MATERIAL PROVIDED section start

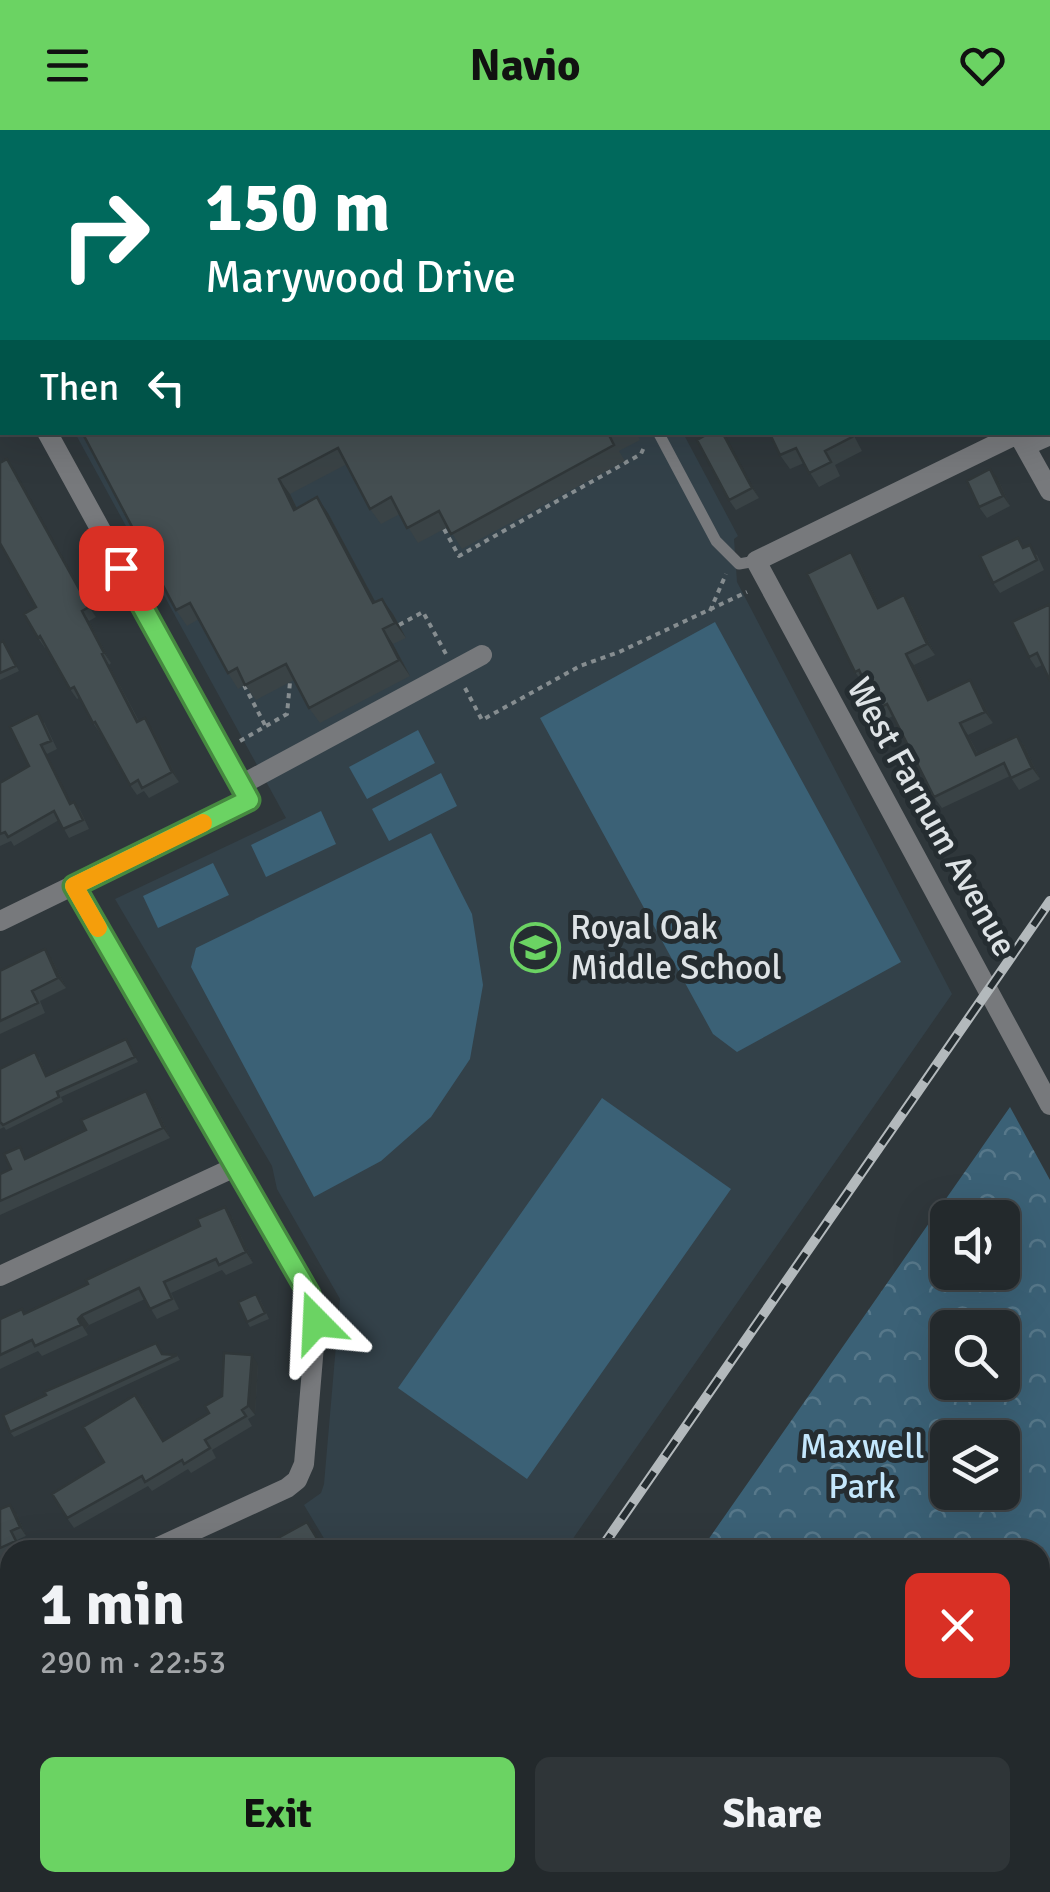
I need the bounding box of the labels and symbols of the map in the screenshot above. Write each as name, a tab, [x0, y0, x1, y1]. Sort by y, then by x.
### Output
pin	[79, 526, 164, 611]
street label: West Farnum Avenue	[838, 670, 1026, 964]
place label: Royal Oak Middle School	[570, 906, 782, 989]
school or university icon: Royal Oak Middle School	[509, 921, 561, 973]
position arrow	[264, 1270, 368, 1374]
park label: Maxwell Park	[800, 1425, 924, 1508]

MATERIAL PROVIDED section end

PROBLEM REQUIREMENTS
Repeat the material above in full and exactly, apart from the pictures.

SOLUTION TO THE PROBLEM
I need the bounding box of the labels and symbols of the map in the screenshot above. Write each as name, a tab, [x0, y0, x1, y1]. Sort by y, then by x.
### Output
pin	[79, 526, 164, 611]
street label: West Farnum Avenue	[838, 670, 1026, 964]
place label: Royal Oak Middle School	[570, 906, 782, 989]
school or university icon: Royal Oak Middle School	[509, 921, 561, 973]
position arrow	[264, 1270, 368, 1374]
park label: Maxwell Park	[800, 1425, 924, 1508]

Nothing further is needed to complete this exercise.